その恋に落ちるのは、彼の罠に掛かるということ

部屋に入ると、まず電気を点けて家中明るくする。
〝お互いに酔っているから〟という理由で一緒にここまで来た訳だけれど、実際はもう、そこまで酔っていない。さっき居酒屋の前でしゃがみ込んでいた時にだいぶお酒は抜けて、気分は良くなっている。
課長も、言うほど酔ってはいないだろう。何杯かは飲んでいたけれど、顔も赤くないし、お酒に強いと自分でも言っていたし、ほとんど酔ってはいないと思われる。
だけど、あくまで酔っていることにしないと。

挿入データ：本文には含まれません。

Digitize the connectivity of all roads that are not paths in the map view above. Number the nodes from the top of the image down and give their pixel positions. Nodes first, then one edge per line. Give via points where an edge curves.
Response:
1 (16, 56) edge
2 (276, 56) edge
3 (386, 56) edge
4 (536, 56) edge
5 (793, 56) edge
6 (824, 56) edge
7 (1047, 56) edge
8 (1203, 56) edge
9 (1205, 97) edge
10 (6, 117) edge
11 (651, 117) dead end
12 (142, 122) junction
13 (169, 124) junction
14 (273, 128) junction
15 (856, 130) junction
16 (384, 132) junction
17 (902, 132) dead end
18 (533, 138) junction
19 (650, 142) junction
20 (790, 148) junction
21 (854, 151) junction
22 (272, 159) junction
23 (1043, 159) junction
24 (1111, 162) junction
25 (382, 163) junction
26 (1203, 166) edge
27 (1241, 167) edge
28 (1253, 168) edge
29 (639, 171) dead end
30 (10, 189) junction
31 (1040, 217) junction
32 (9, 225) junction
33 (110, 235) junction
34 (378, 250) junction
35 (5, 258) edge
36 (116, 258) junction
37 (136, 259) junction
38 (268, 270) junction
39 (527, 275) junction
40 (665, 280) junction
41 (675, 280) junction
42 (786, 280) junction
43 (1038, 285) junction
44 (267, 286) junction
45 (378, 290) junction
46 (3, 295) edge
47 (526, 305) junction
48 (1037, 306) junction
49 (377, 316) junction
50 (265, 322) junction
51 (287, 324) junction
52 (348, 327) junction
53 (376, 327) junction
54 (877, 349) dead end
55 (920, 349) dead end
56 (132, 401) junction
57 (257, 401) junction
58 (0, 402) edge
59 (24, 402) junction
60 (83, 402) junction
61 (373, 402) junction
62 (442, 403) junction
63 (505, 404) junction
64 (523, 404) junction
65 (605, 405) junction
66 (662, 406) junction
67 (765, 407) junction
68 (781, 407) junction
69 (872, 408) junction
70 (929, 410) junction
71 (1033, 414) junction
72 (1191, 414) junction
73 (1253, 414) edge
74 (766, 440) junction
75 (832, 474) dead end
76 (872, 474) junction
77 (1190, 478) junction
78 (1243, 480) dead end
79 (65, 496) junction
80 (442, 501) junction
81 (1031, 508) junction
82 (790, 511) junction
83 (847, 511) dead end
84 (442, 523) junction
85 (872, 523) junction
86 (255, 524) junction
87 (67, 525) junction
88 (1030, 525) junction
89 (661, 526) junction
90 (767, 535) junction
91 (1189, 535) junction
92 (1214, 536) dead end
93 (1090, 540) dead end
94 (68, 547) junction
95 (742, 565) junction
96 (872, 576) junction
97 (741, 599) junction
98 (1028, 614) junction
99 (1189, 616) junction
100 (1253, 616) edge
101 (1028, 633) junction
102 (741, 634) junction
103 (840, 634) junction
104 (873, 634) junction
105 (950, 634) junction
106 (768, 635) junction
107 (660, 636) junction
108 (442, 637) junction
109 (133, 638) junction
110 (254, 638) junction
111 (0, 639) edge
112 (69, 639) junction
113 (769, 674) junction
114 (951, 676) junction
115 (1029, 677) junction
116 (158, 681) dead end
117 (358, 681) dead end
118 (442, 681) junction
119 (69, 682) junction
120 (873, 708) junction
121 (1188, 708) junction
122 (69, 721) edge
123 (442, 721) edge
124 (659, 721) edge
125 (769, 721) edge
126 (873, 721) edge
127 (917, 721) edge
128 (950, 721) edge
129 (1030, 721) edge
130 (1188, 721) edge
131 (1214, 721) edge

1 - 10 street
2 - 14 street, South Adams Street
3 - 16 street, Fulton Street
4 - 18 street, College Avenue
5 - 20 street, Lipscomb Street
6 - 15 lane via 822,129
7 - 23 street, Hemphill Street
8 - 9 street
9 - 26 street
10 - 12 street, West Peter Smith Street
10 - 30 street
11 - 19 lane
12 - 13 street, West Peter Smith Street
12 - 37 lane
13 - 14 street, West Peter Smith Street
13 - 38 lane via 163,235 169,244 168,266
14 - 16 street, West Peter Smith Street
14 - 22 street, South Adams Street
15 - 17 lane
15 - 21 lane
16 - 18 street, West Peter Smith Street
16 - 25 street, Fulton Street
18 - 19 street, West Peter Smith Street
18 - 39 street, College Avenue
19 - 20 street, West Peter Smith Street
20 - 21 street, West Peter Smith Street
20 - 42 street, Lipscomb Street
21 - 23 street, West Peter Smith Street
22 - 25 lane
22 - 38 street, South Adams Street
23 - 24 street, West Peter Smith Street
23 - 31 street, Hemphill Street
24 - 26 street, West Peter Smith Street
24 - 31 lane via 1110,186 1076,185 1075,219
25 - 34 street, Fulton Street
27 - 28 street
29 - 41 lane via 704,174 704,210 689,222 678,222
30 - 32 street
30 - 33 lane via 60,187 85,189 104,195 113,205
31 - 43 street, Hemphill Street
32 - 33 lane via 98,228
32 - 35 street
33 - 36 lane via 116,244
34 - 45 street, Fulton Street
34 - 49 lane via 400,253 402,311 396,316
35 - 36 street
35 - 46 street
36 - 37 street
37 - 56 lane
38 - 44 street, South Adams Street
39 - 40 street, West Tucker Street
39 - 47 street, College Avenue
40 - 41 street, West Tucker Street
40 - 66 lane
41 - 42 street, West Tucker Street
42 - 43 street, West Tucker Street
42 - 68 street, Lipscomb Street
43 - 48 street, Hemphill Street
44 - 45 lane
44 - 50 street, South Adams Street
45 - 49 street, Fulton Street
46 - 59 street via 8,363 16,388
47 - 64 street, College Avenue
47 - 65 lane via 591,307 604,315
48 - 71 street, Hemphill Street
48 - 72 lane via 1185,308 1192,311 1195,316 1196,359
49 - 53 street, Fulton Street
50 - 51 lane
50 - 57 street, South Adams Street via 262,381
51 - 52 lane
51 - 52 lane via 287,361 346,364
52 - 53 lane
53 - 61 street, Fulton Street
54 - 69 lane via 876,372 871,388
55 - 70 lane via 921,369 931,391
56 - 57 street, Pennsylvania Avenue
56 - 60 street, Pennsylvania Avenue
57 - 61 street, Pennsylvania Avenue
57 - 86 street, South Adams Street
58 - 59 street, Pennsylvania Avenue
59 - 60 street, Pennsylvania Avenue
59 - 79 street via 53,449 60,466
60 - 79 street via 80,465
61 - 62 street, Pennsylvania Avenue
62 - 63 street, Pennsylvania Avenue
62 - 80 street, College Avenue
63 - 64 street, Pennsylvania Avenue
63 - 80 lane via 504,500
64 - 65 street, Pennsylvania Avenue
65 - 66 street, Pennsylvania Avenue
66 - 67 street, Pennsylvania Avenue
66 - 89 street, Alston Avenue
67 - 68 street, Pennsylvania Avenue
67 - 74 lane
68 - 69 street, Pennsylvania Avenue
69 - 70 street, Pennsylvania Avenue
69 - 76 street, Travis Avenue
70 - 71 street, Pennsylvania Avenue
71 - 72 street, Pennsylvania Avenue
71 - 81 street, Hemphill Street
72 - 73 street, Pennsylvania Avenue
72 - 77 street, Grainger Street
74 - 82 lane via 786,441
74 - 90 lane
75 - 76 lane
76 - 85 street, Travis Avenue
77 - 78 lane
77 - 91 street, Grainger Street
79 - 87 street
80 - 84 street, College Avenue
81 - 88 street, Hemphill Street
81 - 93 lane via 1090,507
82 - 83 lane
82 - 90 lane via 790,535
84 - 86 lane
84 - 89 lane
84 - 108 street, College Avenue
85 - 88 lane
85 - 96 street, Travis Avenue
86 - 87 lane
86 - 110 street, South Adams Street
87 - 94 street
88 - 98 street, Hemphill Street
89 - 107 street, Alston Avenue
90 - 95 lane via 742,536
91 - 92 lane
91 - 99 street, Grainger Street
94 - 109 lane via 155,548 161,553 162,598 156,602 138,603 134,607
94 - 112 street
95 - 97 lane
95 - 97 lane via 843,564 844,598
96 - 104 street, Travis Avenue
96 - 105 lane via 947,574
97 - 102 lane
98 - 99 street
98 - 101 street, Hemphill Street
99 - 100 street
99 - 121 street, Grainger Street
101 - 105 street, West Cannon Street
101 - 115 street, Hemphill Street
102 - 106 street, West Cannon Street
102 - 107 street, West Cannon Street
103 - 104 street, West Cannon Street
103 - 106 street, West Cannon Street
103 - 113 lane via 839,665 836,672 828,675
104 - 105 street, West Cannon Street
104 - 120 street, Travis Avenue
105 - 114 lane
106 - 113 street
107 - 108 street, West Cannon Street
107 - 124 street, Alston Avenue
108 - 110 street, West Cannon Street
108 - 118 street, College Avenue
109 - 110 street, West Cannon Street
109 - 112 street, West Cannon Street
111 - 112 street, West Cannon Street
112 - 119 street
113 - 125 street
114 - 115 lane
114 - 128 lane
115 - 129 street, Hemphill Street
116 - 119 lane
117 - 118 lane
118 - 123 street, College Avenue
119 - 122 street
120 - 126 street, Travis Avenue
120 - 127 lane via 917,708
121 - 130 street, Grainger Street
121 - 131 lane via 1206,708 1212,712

仕方なかったとはいえ、酔っていないとなると変な話になってしまう。


「あ、荷物適当に置いて、寛いでいてください。今、お布団敷きますので。あ、課長はベッド使ってください」

男性の上司が自分の部屋にいる……という現実に、さすがに多少動揺しているけれど、それを悟られないよう、冷静に動きながら、冷静にそう伝えた。すると。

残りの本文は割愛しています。